*** Block opens ***

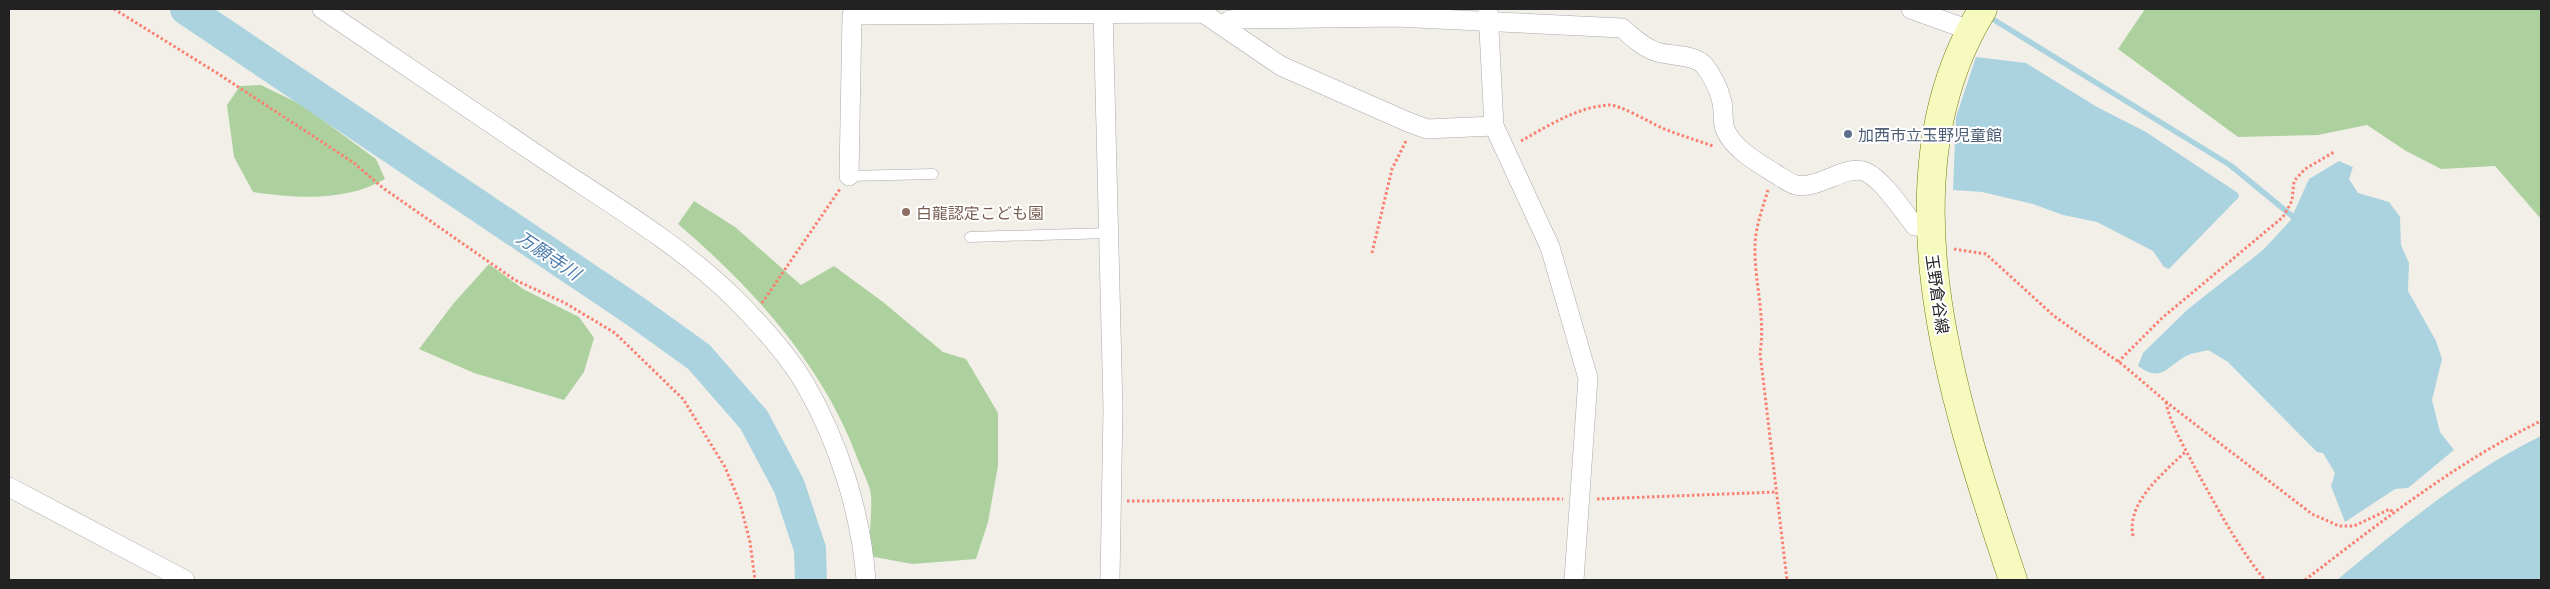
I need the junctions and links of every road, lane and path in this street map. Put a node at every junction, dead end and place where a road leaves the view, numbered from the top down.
1 (114, 9) edge
2 (322, 9) edge
3 (1911, 9) edge
4 (1103, 12) edge
5 (1489, 15) edge
6 (1976, 20) edge
7 (1224, 26) junction
8 (1414, 124) junction
9 (1494, 126) junction
10 (1505, 150) junction
11 (2334, 152) dead end
12 (1746, 153) junction
13 (1775, 173) junction
14 (933, 174) dead end
15 (849, 176) junction
16 (1109, 233) junction
17 (970, 237) dead end
18 (1930, 237) junction
19 (1372, 253) dead end
20 (751, 318) junction
21 (2118, 362) junction
22 (2166, 402) junction
23 (2541, 421) edge
24 (2186, 451) junction
25 (9, 487) edge
26 (1776, 492) junction
27 (1579, 499) junction
28 (1112, 502) junction
29 (2394, 514) junction
30 (2133, 536) dead end
31 (185, 580) edge
32 (755, 580) edge
33 (866, 580) edge
34 (1110, 580) edge
35 (1574, 580) edge
36 (1787, 580) edge
37 (2013, 580) edge
38 (2265, 580) edge
39 (2305, 580) edge

1 - 32 path
2 - 20 street
3 - 6 street
4 - 7 street
4 - 15 street
4 - 16 street
5 - 7 street
5 - 9 street
5 - 12 street
6 - 18 main road, 玉野倉谷線
7 - 8 street
8 - 9 street
8 - 19 path
9 - 10 street
10 - 12 path
10 - 27 street
11 - 21 path
12 - 13 street
13 - 18 street
13 - 26 path
14 - 15 lane
15 - 20 path
16 - 17 lane
16 - 28 street
18 - 21 path
18 - 37 main road, 玉野倉谷線
20 - 33 street
21 - 22 path
22 - 24 path
22 - 29 path
23 - 29 path
24 - 30 path
24 - 38 path
25 - 31 street
26 - 27 path
26 - 36 path
27 - 28 path
27 - 35 street
28 - 34 street
29 - 39 path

*** Block closes ***

Write out the whole listing exactly, and drop the pictures.

▸ **Task response**:
I need the junctions and links of every road, lane and path in this street map. Put a node at every junction, dead end and place where a road leaves the view, numbered from the top down.
1 (114, 9) edge
2 (322, 9) edge
3 (1911, 9) edge
4 (1103, 12) edge
5 (1489, 15) edge
6 (1976, 20) edge
7 (1224, 26) junction
8 (1414, 124) junction
9 (1494, 126) junction
10 (1505, 150) junction
11 (2334, 152) dead end
12 (1746, 153) junction
13 (1775, 173) junction
14 (933, 174) dead end
15 (849, 176) junction
16 (1109, 233) junction
17 (970, 237) dead end
18 (1930, 237) junction
19 (1372, 253) dead end
20 (751, 318) junction
21 (2118, 362) junction
22 (2166, 402) junction
23 (2541, 421) edge
24 (2186, 451) junction
25 (9, 487) edge
26 (1776, 492) junction
27 (1579, 499) junction
28 (1112, 502) junction
29 (2394, 514) junction
30 (2133, 536) dead end
31 (185, 580) edge
32 (755, 580) edge
33 (866, 580) edge
34 (1110, 580) edge
35 (1574, 580) edge
36 (1787, 580) edge
37 (2013, 580) edge
38 (2265, 580) edge
39 (2305, 580) edge

1 - 32 path
2 - 20 street
3 - 6 street
4 - 7 street
4 - 15 street
4 - 16 street
5 - 7 street
5 - 9 street
5 - 12 street
6 - 18 main road, 玉野倉谷線
7 - 8 street
8 - 9 street
8 - 19 path
9 - 10 street
10 - 12 path
10 - 27 street
11 - 21 path
12 - 13 street
13 - 18 street
13 - 26 path
14 - 15 lane
15 - 20 path
16 - 17 lane
16 - 28 street
18 - 21 path
18 - 37 main road, 玉野倉谷線
20 - 33 street
21 - 22 path
22 - 24 path
22 - 29 path
23 - 29 path
24 - 30 path
24 - 38 path
25 - 31 street
26 - 27 path
26 - 36 path
27 - 28 path
27 - 35 street
28 - 34 street
29 - 39 path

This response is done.